Dal punto di vista tecnico, le differenze tra le soluzioni sono profonde. Il guardrail metallico è un sistema flessibile, composto da lamiere ondulate in acciaio zincato fissate a montanti infissi nel terreno. In caso d’impatto, la lamiera si deforma, i pali cedono progressivamente e l’energia dell’urto si distribuisce lungo la barriera. Il jersey in calcestruzzo, al contrario, è una barriera rigida o semi-rigida, spesso prefabbricata, che può superare le 2 tonnellate per modulo. La sua sezione inclinata consente alla ruota del veicolo di salire leggermente, trasformando parte dell’energia longitudinale in una spinta laterale controllata, evitando il ribaltamento o l’invasione della carreggiata opposta.

Per capire perché questo sia così determinante basta tornare alla fisica di base. L’energia cinetica di un veicolo è descritta dalla formula E = ½ · m · v². È una relazione semplice, ma spietata: la velocità incide più della massa. Raddoppiarla significa quadruplicare l’energia da dissipare. Jersey e guardrail servono esattamente a questo, ad aumentare il tempo e lo spazio in cui quell’energia viene assorbita, riducendo la decelerazione istantanea che agisce sul corpo umano. Non eliminano l’urto, ma lo rendono compatibile con la sopravvivenza.

Oggi nulla è lasciato all’improvvisazione. Le barriere sono omologate attraverso crash test regolati da normative precise, come la europea EN 1317, introdotta negli Anni Novanta e costantemente aggiornata. Auto, camion e motociclette sono lanciati contro i sistemi di ritenuta a velocità e angoli definiti. Un’autovettura impatta tipicamente a 100 km/h, un mezzo pesante può superare le 13 tonnellate, mentre per le moto si analizzano anche le conseguenze dell’impatto secondario contro montanti e spigoli. Si misura il contenimento del veicolo, il suo comportamento dopo l’urto e le accelerazioni subite dai manichini strumentati.

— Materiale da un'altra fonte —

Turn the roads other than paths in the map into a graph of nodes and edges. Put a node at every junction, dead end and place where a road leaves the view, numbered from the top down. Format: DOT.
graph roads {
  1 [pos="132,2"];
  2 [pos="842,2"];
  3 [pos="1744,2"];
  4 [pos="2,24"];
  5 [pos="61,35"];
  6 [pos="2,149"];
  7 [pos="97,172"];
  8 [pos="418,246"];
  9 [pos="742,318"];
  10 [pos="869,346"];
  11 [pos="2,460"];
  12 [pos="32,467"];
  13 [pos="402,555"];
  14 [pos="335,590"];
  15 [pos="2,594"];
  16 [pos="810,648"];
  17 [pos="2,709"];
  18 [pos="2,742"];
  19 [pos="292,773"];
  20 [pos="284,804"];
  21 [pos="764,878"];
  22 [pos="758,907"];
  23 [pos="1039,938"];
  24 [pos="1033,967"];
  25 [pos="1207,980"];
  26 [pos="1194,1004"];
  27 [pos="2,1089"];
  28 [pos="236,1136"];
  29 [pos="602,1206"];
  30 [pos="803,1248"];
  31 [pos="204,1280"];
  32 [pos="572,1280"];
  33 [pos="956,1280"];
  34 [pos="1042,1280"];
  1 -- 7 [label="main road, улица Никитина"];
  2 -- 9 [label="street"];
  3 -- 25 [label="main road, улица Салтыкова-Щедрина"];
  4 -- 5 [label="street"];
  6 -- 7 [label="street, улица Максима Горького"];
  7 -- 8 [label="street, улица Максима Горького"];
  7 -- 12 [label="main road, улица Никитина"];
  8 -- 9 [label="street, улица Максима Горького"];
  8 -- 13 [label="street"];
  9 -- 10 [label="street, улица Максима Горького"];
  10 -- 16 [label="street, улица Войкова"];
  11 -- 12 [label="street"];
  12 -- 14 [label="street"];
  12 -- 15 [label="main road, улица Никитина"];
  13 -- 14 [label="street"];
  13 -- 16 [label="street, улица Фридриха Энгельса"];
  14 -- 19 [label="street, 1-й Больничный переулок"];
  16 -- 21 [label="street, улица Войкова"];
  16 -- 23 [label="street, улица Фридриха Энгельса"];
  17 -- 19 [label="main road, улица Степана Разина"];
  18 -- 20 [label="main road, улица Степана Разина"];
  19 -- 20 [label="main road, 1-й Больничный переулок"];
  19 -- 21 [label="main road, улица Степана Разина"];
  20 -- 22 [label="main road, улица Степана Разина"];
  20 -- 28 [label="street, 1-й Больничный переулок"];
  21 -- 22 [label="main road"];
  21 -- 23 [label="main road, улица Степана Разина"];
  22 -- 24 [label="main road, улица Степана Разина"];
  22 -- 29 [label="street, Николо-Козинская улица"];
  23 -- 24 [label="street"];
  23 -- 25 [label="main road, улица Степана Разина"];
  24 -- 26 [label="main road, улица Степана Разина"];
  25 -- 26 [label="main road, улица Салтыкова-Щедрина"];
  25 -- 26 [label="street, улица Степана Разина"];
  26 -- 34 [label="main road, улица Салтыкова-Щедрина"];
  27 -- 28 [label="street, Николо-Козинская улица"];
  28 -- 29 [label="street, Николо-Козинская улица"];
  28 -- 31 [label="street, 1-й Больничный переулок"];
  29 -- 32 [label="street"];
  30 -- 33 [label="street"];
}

Ed è qui che cade un luogo comune diffuso: la scelta tra jersey e guardrail non è una questione di scuole di pensiero, ma di indicazioni tecniche. Il jersey viene preferito negli spartitraffico centrali, nei cantieri temporanei ed in tutti i contesti in cui lo spazio è ridotto e l’invasione della corsia opposta non è accettabile. È la soluzione tipica delle autostrade moderne ad alta velocità. Il guardrail, invece, trova applicazione lungo i margini stradali, dove è disponibile spazio laterale e dove la deformabilità diventa un vantaggio per la protezione degli occupanti. In ambito extraurbano e montano, inoltre, si adatta meglio alle variazioni del terreno. La presenza di motociclisti, la velocità di progetto ed il tipo di traffico completano il quadro decisionale.

E domani ?

Lo sguardo al futuro parla di materiali più evoluti, di acciai ad alta duttilità, calcestruzzi fibrorinforzati e barriere ibride. Cresce l’attenzione per la sicurezza dei motociclisti e per sistemi intelligenti in grado di segnalare automaticamente un impatto ai gestori stradali. Le simulazioni digitali consentono di prevedere scenari sempre più complessi, adattando la barriera non solo al veicolo, ma al contesto.

Jersey e guardrail non fanno notizia e non hanno un volto iconico, ma raccontano una delle storie più concrete del progresso stradale. Dal primo utilizzo negli Anni Trenta e Quaranta fino alle soluzioni più avanzate di oggi, restano lì, immobili e silenziosi, a ricordarci che anche l’ingegneria più invisibile può fare la differenza tra un incidente e una seconda possibilità di continuare il viaggio.